Larky to a fault, Joel and Ethan Coen's O Brother, Where Art Thou? riffs on Homer's Odyssey and the Bible to no particular end. The Coen Brothers do weave political and religious satire into their comic tapestry, but mostly they use their kinda-update of The Odyssey (updating only so far as the 1930s, mind you) as a clothesline for hillbilly jokes and roots music. T-Bone Burnett's musical supervision enriches the film immeasurably, elevating it from what the Coens have half-jokingly referred to as their "Ma and Pa Kettle" movie (or "the Lawrence of Arabia of hayseed movies") into something approaching a modern movie musical.
In an outright goofy performance that's aging well, George Clooney stars as Ulysses Everett McGill, the de facto "brains" of three bound escapees from a 1937 chain gang. With Pete Hogwallop (John Turturro) and Delmar O'Donnell (Tim Blake Nelson) in tow, Ulysses must make the long journey home to his wife Penny (Holly Hunter, amusingly the opposite of an understanding spouse). The analog to Homer is clear enough, though as broad as the comedy: along the way, the "man of twists and turns" encounters supernatural advice, distractions, and obstacles including a "Blind Seer" (Lee Weaver), a coterie of Sirens, a "cyclops" (John Goodman's monstrous Bible salesman Daniel "Big Dan" Teague), and assorted other monsters (politicians and the Klan, not mutually exclusive) on the way to face, rather anticlimactically, rival suitor Vernon T. Waldrip (Ray McKinnon).
The film's most memorable setpiece finds the trio of antiheroes lighting upon a surreal Klan rally simultaneously redolent of The Wizard of Oz's "March of the Winkies," a mass-synchronized Busby Berkeley number, and a Nazi rally; it's at once a bit scary and a lot funny, an effect enhanced by the revelation that the apparently progressive gubernatorial candidate—running on an anti-corruption platform—spits away from the head of the racist class. But the picaresque comedy is hit and miss, the horrors and delights of the Coens' random universe having little to no lasting emotional impact on their little-man heroes.

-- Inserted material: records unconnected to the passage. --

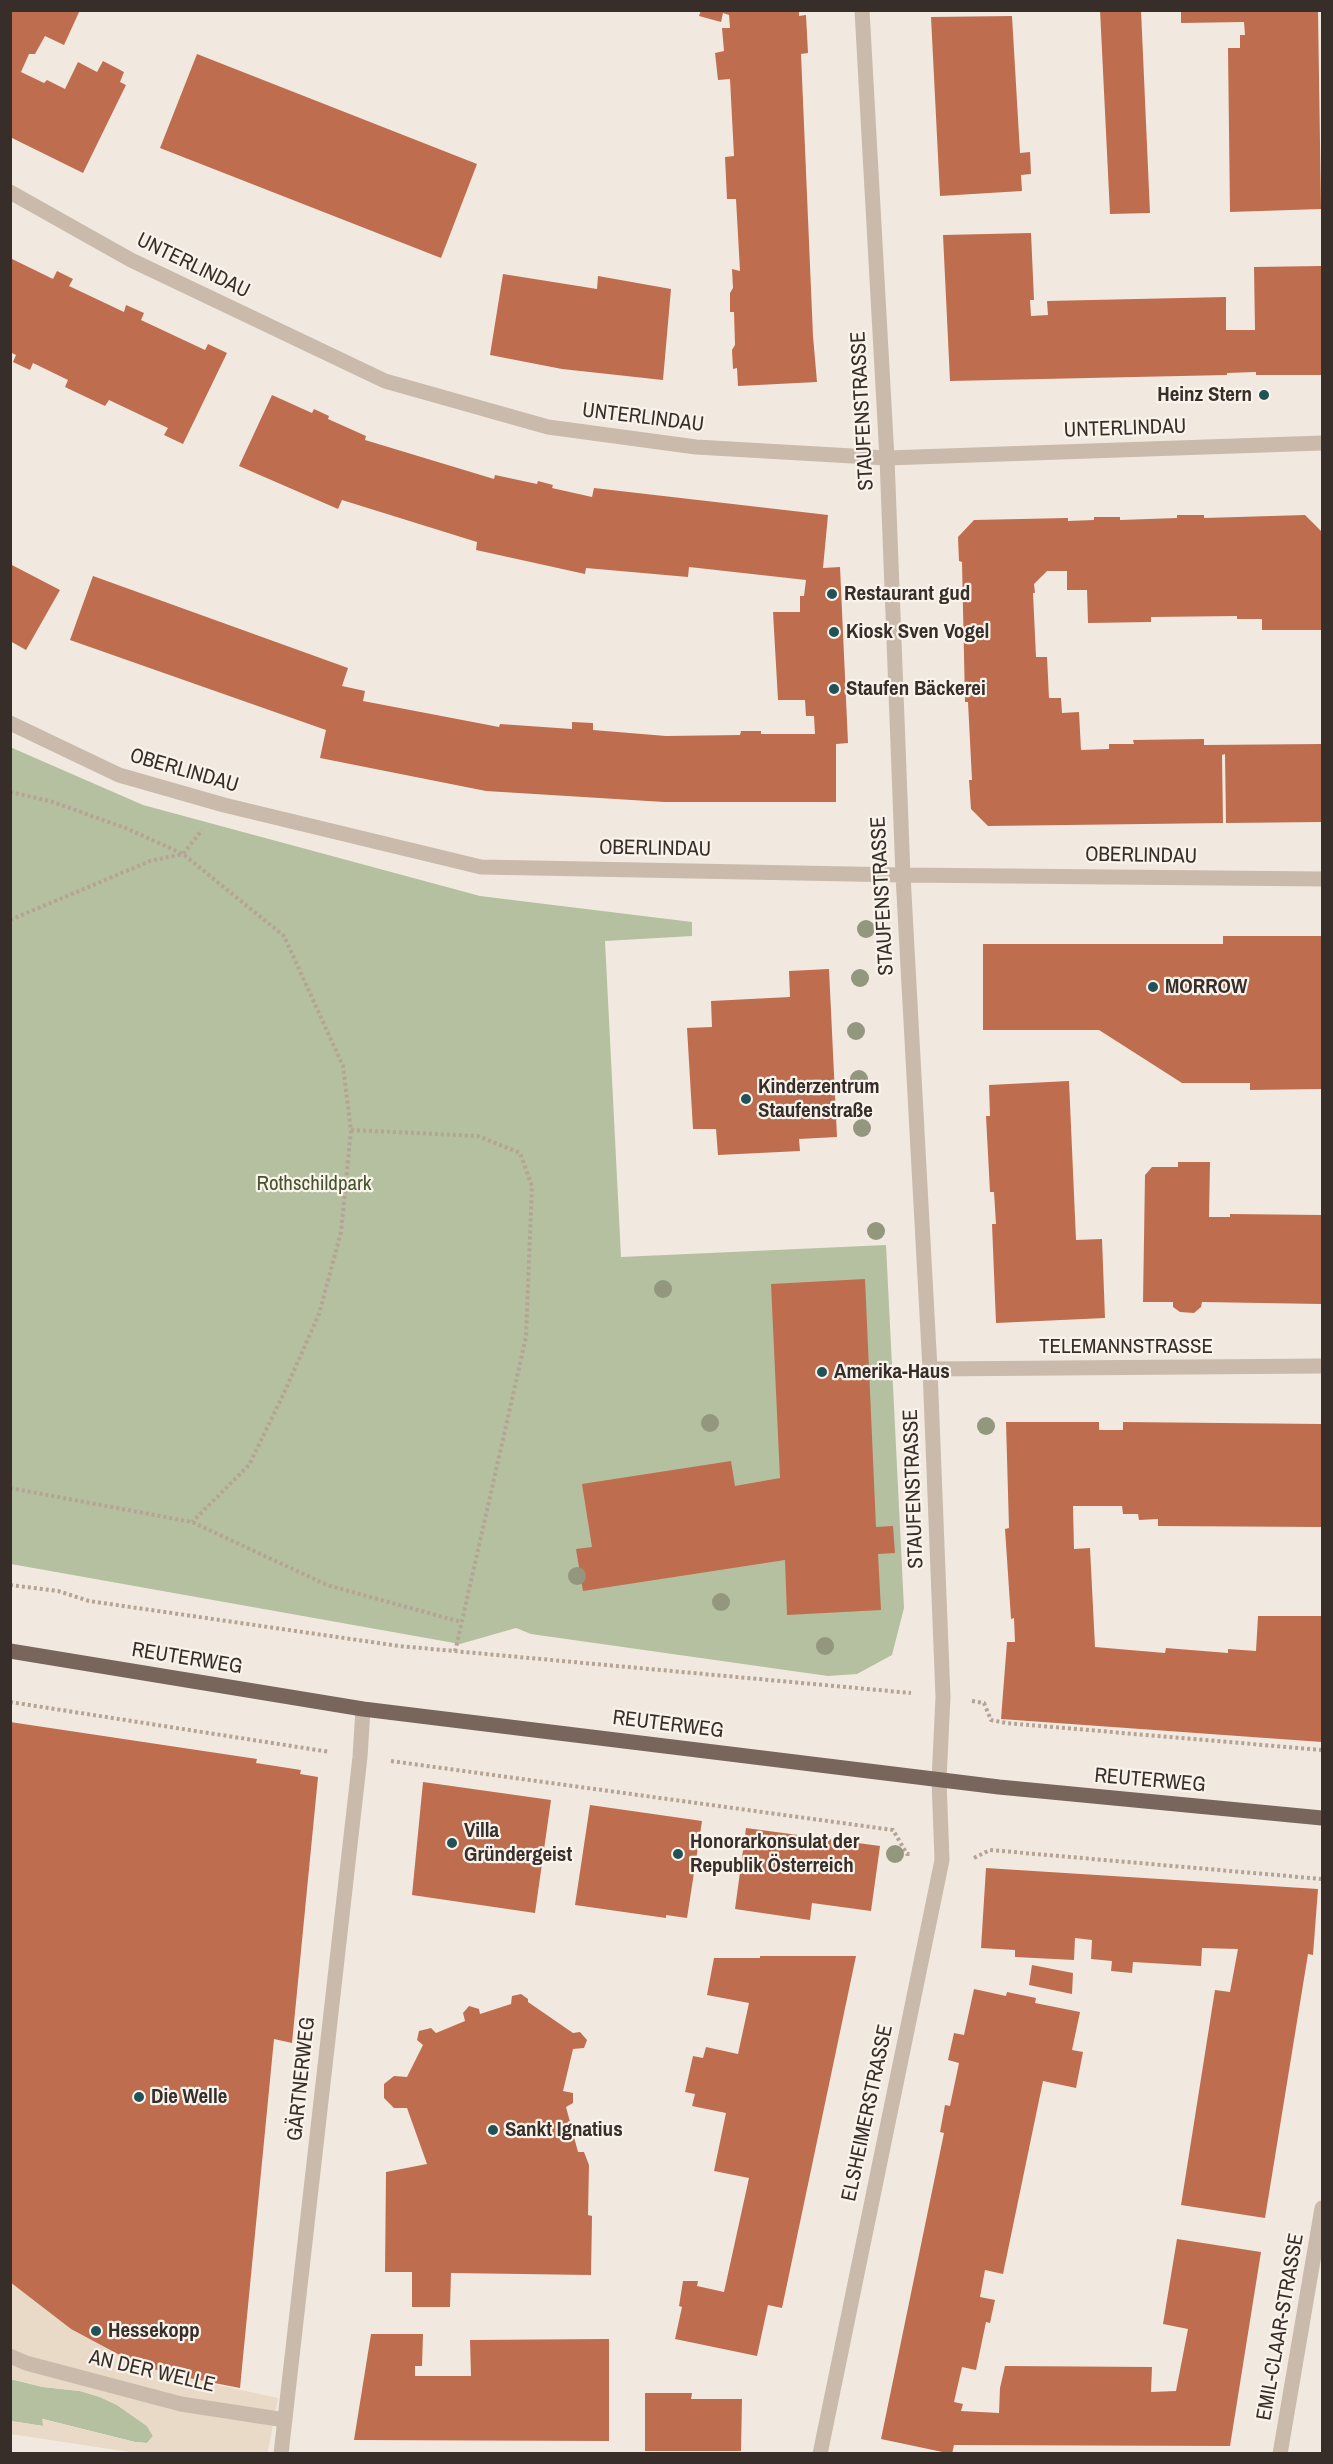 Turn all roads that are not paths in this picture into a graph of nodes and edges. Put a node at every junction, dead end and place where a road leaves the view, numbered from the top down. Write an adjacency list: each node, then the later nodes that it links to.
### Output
1 (862, 10): 4 (street, STAUFENSTRASSE)
2 (10, 192): 4 (street, UNTERLINDAU)
3 (1323, 443): 4 (street, UNTERLINDAU)
4 (887, 458): 6 (street, STAUFENSTRASSE)
5 (10, 723): 6 (street, OBERLINDAU)
6 (903, 875): 7 (street, OBERLINDAU); 9 (street, STAUFENSTRASSE)
7 (1323, 879)
8 (1323, 1366): 9 (street, TELEMANNSTRASSE)
9 (930, 1369): 12 (street, STAUFENSTRASSE)
10 (10, 1651): 11 (main road, REUTERWEG)
11 (363, 1710): 12 (main road, REUTERWEG); 16 (street, GÄRTNERWEG)
12 (939, 1780): 13 (main road, REUTERWEG); 18 (street, ELSHEIMERSTRASSE)
13 (1323, 1818)
14 (1323, 2208): 19 (street, EMIL-CLAAR-STRASSE)
15 (10, 2356): 16 (street, AN DER WELLE)
16 (285, 2420): 17 (street, GÄRTNERWEG)
17 (281, 2454)
18 (820, 2454)
19 (1280, 2454) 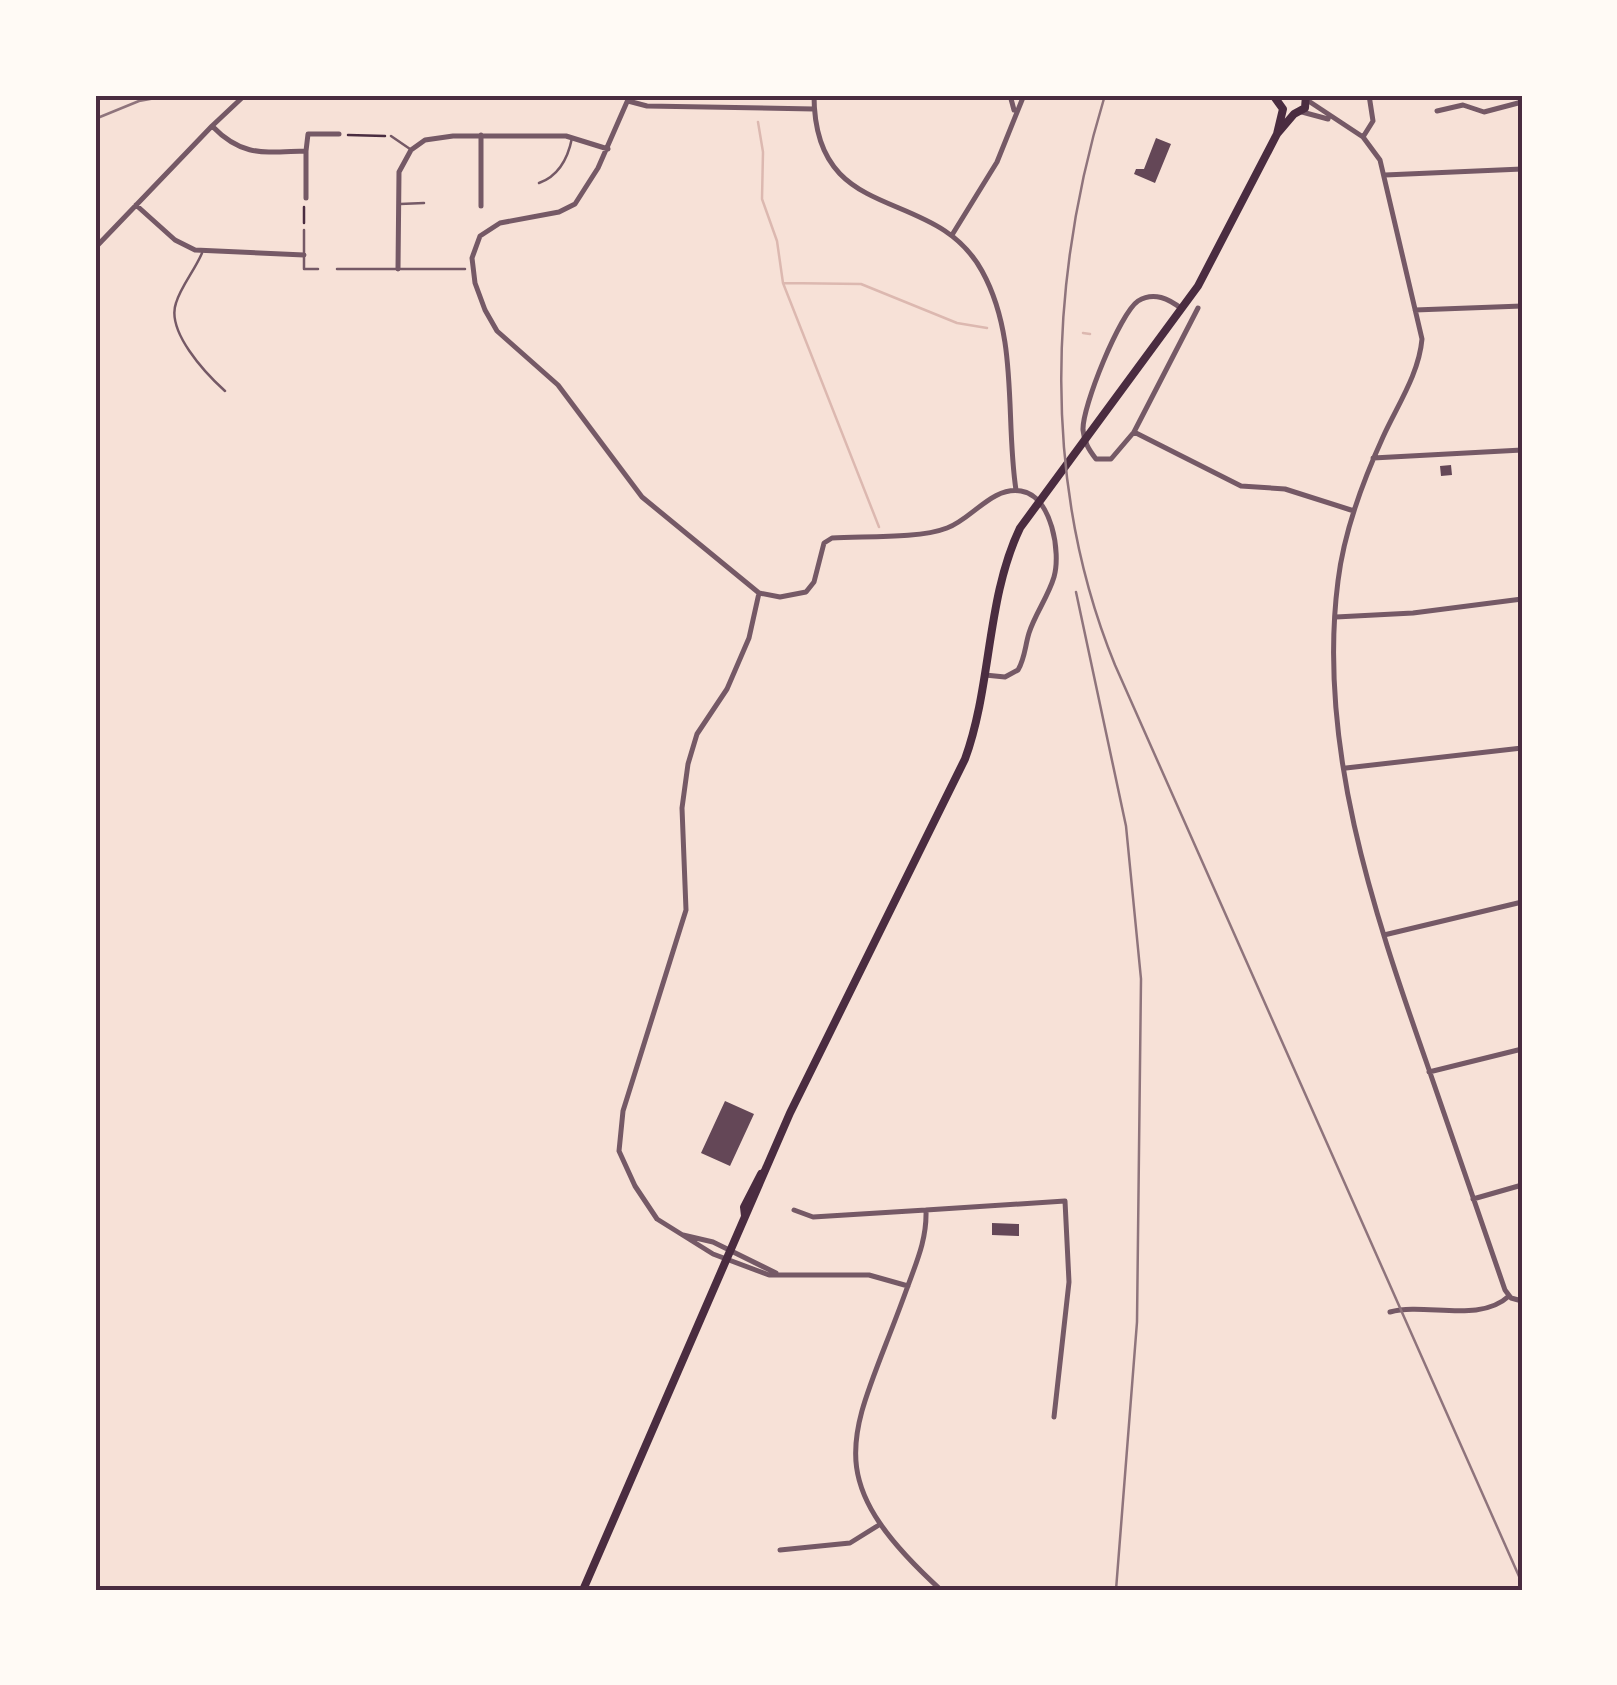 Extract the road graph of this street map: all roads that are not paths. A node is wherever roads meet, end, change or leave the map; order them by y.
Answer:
1 (246, 95) edge
2 (814, 95) edge
3 (1010, 95) edge
4 (1024, 95) edge
5 (1369, 95) edge
6 (629, 98) edge
7 (1307, 98) edge
8 (1279, 100) edge
9 (1522, 102) edge
10 (814, 109) junction
11 (1437, 111) dead end
12 (1015, 113) junction
13 (1298, 113) junction
14 (1333, 120) junction
15 (212, 126) junction
16 (339, 134) road end
17 (1277, 134) junction
18 (481, 135) junction
19 (391, 136) road end
20 (572, 137) junction
21 (1362, 137) junction
22 (608, 149) junction
23 (411, 150) junction
24 (306, 152) junction
25 (1522, 169) edge
26 (1385, 175) junction
27 (539, 183) dead end
28 (306, 198) joint
29 (424, 203) dead end
30 (136, 204) junction
31 (398, 204) junction
32 (481, 206) dead end
33 (304, 207) road end
34 (304, 230) road end
35 (952, 235) junction
36 (95, 248) edge
37 (202, 252) junction
38 (304, 255) junction
39 (318, 269) dead end
40 (337, 269) dead end
41 (398, 269) junction
42 (465, 270) dead end
43 (1522, 306) edge
44 (1198, 308) dead end
45 (1182, 309) junction
46 (1415, 310) junction
47 (224, 391) dead end
48 (1134, 432) junction
49 (1522, 450) edge
50 (1373, 458) junction
51 (1016, 490) junction
52 (1354, 511) junction
53 (760, 593) junction
54 (1522, 599) edge
55 (1335, 617) junction
56 (990, 675) junction
57 (1522, 748) edge
58 (1346, 768) junction
59 (1522, 902) edge
60 (1383, 936) junction
61 (1522, 1049) edge
62 (1429, 1072) junction
63 (1522, 1185) edge
64 (1473, 1199) junction
65 (794, 1210) dead end
66 (926, 1210) junction
67 (682, 1235) junction
68 (730, 1249) junction
69 (725, 1261) junction
70 (776, 1273) junction
71 (908, 1286) junction
72 (1510, 1297) junction
73 (1522, 1301) edge
74 (1390, 1312) dead end
75 (1054, 1417) dead end
76 (879, 1525) junction
77 (780, 1550) dead end
78 (583, 1590) edge
79 (942, 1590) edge

1 - 15 street
2 - 10 street
3 - 12 street
4 - 12 street
5 - 21 street
6 - 10 street
6 - 22 street
7 - 13 main road
7 - 14 street
8 - 13 main road
8 - 17 main road
9 - 11 street
10 - 35 street
12 - 35 street
13 - 14 street
13 - 17 main road
14 - 21 street
15 - 24 street
15 - 30 street
16 - 24 street
17 - 45 main road
18 - 20 street
18 - 23 street
18 - 32 street
19 - 23 lane
20 - 22 street
20 - 27 lane
21 - 26 street
22 - 53 street
23 - 31 street
24 - 28 street
25 - 26 street
26 - 46 street
28 - 33 lane
29 - 31 lane
30 - 36 street
30 - 37 street
31 - 41 street
34 - 38 lane
35 - 51 street
37 - 38 street
37 - 47 lane
38 - 39 lane
40 - 41 lane
41 - 42 lane
43 - 46 street
44 - 48 street
45 - 48 street
45 - 56 main road
46 - 50 street
48 - 52 street
49 - 50 street
50 - 52 street
51 - 53 street
51 - 56 street
52 - 55 street
53 - 67 street
54 - 55 street
55 - 58 street
56 - 68 main road
57 - 58 street
58 - 60 street
59 - 60 street
60 - 62 street
61 - 62 street
62 - 64 street
63 - 64 street
64 - 72 street
65 - 66 street
66 - 71 street
66 - 75 street
67 - 68 street
67 - 69 street
68 - 69 main road
68 - 70 street
69 - 70 street
69 - 78 main road
70 - 71 street
71 - 76 street
72 - 73 street
72 - 74 street
76 - 77 street
76 - 79 street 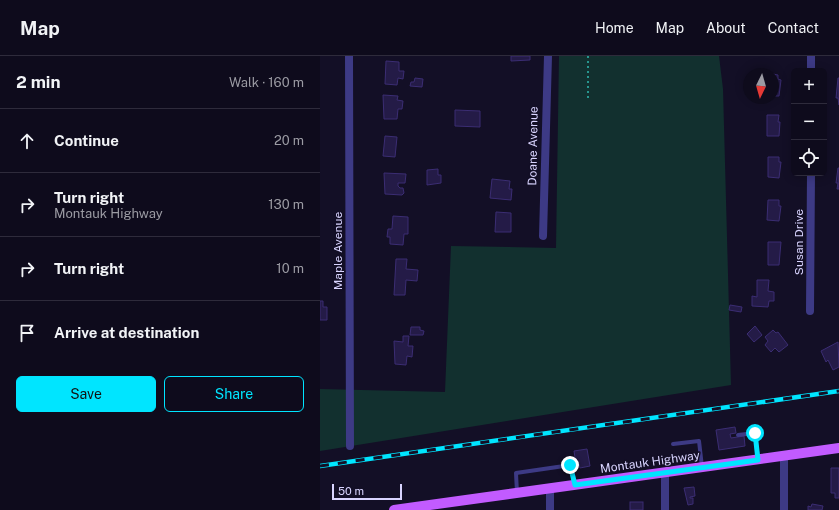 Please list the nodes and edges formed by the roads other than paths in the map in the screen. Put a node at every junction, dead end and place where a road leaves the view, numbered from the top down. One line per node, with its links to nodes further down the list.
1 (349, 56): 10 (street, Maple Avenue)
2 (548, 56): 6 (street, Doane Avenue)
3 (811, 56): 4 (street)
4 (811, 68)
5 (811, 176): 7 (street, Susan Drive)
6 (543, 236)
7 (810, 311)
8 (738, 435): 13 (lane)
9 (673, 444): 14 (lane)
10 (350, 446)
11 (839, 448): 12 (main road, Montauk Highway)
12 (784, 456): 13 (main road, Montauk Highway); 22 (street)
13 (758, 460): 14 (main road, Montauk Highway)
14 (702, 468): 15 (main road, Montauk Highway)
15 (665, 473): 16 (main road, Montauk Highway); 21 (street)
16 (575, 485): 17 (main road, Montauk Highway); 18 (lane)
17 (550, 489): 18 (main road, Montauk Highway); 20 (street)
18 (517, 493): 19 (main road, Montauk Highway)
19 (394, 510)
20 (550, 510)
21 (665, 510)
22 (784, 510)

Given that, one wishes the movie were funnier and a bit less discomfiting in its oh-so-smart superiority to dimwitted characters; to be fair, the idiots who have heart do get sympathetic credit for it. Mostly, O Brother, Where Art Thou? is a grabbag of literary, cinematic, musical, and historical allusions (the title movie-nerdily refers to the unseen movie within Preston Sturges' Sullivan's Travels), cameos from Coen faves (Michael Badalucco as George "Babyface" Nelson; Charles Durning as a keenly opportunistic, high-stepping politician), and energetic musical numbers, like "Man of Constant Sorrow," a fictional and (as it turns out) actual hit single. One thing is certain: even with its mock-pretentious parallelism to The Odyssey—calculatedly undercut even further by the Coens' later insistence that they never read Homer's epic—O Brother, Where Art Thou? refuses to take itself seriously, which is both its principal failing and its charm.
Disney's digital-to-digital Blu-ray presentation of O Brother Where Art Thou?—supervised by cinematographer Roger Deakins—beautifully and faithfully presents the film. The exacting color representation impresses with rich tones, and contrast and black level prove impeccable. Detail is as revelatory as can be, and the image is tight and spotless with nary a compression artifact to be found. Nearly as impressive is the DTS-HD Master Audio 5.1 mix: although it only seldom takes advantage of the rear channels, those moments are expertly calibrated, and the dialogue and music are always clear, colorful, and full bodied.
As is common for a Coen disc, bonus features on this Blu-ray (replicating the DVD) are limited to a smattering of promotional material. First up is "The Making of O Brother, Where Art Thou?" (8:39, SD). Happily, we get to hear from Joel and Ethan Coen here, as well as Roger Deakins, George Clooney, John Turturro, Tim Blake Nelson, and Holly Hunter. The featurette offers tantalizing tidbits, but is over all too soon.
Storyboard to Scene Comparisons include "The Flood" (6:53, SD) and "The Klan" (6:19, SD). Each allows the viewer simultaneously to compare a finished sequence to its storyboard or to switch between the two views.
Lastly, we get "Music Video: 'I Am a Man of Constant Sorrow'" (3:28, SD) and the film's "Theatrical Trailer" (2:32, SD).